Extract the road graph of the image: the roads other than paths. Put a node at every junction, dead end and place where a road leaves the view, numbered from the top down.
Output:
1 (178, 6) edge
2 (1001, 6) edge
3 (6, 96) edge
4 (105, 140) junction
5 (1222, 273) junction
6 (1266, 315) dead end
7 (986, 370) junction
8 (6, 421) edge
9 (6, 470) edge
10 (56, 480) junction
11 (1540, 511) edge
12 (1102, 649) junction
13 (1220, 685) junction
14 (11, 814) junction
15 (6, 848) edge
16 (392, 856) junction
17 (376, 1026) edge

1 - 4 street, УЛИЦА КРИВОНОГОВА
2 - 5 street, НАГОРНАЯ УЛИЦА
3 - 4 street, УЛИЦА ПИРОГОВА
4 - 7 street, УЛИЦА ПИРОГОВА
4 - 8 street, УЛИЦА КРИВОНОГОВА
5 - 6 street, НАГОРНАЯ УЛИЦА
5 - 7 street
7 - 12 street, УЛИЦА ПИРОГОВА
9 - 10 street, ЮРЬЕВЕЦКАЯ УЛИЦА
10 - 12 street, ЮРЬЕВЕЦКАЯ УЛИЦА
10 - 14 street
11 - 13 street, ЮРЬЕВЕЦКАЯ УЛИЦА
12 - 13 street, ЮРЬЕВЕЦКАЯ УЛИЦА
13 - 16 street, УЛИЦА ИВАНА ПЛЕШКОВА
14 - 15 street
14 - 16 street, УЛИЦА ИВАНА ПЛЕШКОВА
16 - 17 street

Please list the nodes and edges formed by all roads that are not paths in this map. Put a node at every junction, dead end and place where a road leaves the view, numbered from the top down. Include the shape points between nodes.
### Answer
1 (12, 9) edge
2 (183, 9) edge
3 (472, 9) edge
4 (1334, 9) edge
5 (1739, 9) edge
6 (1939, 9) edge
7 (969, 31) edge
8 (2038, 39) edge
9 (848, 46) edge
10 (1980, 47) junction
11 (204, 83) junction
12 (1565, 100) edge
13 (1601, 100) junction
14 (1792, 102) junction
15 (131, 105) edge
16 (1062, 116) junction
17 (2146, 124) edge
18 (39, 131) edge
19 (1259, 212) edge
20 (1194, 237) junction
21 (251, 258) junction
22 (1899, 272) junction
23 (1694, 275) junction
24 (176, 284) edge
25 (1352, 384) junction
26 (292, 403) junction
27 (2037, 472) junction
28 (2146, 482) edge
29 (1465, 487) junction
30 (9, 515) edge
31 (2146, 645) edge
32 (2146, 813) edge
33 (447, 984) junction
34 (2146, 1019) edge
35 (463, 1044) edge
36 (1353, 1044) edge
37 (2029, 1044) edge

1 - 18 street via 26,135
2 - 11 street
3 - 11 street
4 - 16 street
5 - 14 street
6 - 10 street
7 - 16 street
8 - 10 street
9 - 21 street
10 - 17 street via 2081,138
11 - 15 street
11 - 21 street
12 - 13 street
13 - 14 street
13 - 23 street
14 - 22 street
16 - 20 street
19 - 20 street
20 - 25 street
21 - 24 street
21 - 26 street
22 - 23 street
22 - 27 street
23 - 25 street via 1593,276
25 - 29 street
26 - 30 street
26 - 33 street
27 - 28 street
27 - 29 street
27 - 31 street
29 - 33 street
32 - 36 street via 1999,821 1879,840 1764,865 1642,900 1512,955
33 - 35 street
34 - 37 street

▶ ACTIVITY: Output the listing above exactly as it appears.

▶ YOUR SOLUTION:
Extract the road graph of the image: the roads other than paths. Put a node at every junction, dead end and place where a road leaves the view, numbered from the top down.
Output:
1 (178, 6) edge
2 (1001, 6) edge
3 (6, 96) edge
4 (105, 140) junction
5 (1222, 273) junction
6 (1266, 315) dead end
7 (986, 370) junction
8 (6, 421) edge
9 (6, 470) edge
10 (56, 480) junction
11 (1540, 511) edge
12 (1102, 649) junction
13 (1220, 685) junction
14 (11, 814) junction
15 (6, 848) edge
16 (392, 856) junction
17 (376, 1026) edge

1 - 4 street, УЛИЦА КРИВОНОГОВА
2 - 5 street, НАГОРНАЯ УЛИЦА
3 - 4 street, УЛИЦА ПИРОГОВА
4 - 7 street, УЛИЦА ПИРОГОВА
4 - 8 street, УЛИЦА КРИВОНОГОВА
5 - 6 street, НАГОРНАЯ УЛИЦА
5 - 7 street
7 - 12 street, УЛИЦА ПИРОГОВА
9 - 10 street, ЮРЬЕВЕЦКАЯ УЛИЦА
10 - 12 street, ЮРЬЕВЕЦКАЯ УЛИЦА
10 - 14 street
11 - 13 street, ЮРЬЕВЕЦКАЯ УЛИЦА
12 - 13 street, ЮРЬЕВЕЦКАЯ УЛИЦА
13 - 16 street, УЛИЦА ИВАНА ПЛЕШКОВА
14 - 15 street
14 - 16 street, УЛИЦА ИВАНА ПЛЕШКОВА
16 - 17 street

Please list the nodes and edges formed by all roads that are not paths in this map. Put a node at every junction, dead end and place where a road leaves the view, numbered from the top down. Include the shape points between nodes.
### Answer
1 (12, 9) edge
2 (183, 9) edge
3 (472, 9) edge
4 (1334, 9) edge
5 (1739, 9) edge
6 (1939, 9) edge
7 (969, 31) edge
8 (2038, 39) edge
9 (848, 46) edge
10 (1980, 47) junction
11 (204, 83) junction
12 (1565, 100) edge
13 (1601, 100) junction
14 (1792, 102) junction
15 (131, 105) edge
16 (1062, 116) junction
17 (2146, 124) edge
18 (39, 131) edge
19 (1259, 212) edge
20 (1194, 237) junction
21 (251, 258) junction
22 (1899, 272) junction
23 (1694, 275) junction
24 (176, 284) edge
25 (1352, 384) junction
26 (292, 403) junction
27 (2037, 472) junction
28 (2146, 482) edge
29 (1465, 487) junction
30 (9, 515) edge
31 (2146, 645) edge
32 (2146, 813) edge
33 (447, 984) junction
34 (2146, 1019) edge
35 (463, 1044) edge
36 (1353, 1044) edge
37 (2029, 1044) edge

1 - 18 street via 26,135
2 - 11 street
3 - 11 street
4 - 16 street
5 - 14 street
6 - 10 street
7 - 16 street
8 - 10 street
9 - 21 street
10 - 17 street via 2081,138
11 - 15 street
11 - 21 street
12 - 13 street
13 - 14 street
13 - 23 street
14 - 22 street
16 - 20 street
19 - 20 street
20 - 25 street
21 - 24 street
21 - 26 street
22 - 23 street
22 - 27 street
23 - 25 street via 1593,276
25 - 29 street
26 - 30 street
26 - 33 street
27 - 28 street
27 - 29 street
27 - 31 street
29 - 33 street
32 - 36 street via 1999,821 1879,840 1764,865 1642,900 1512,955
33 - 35 street
34 - 37 street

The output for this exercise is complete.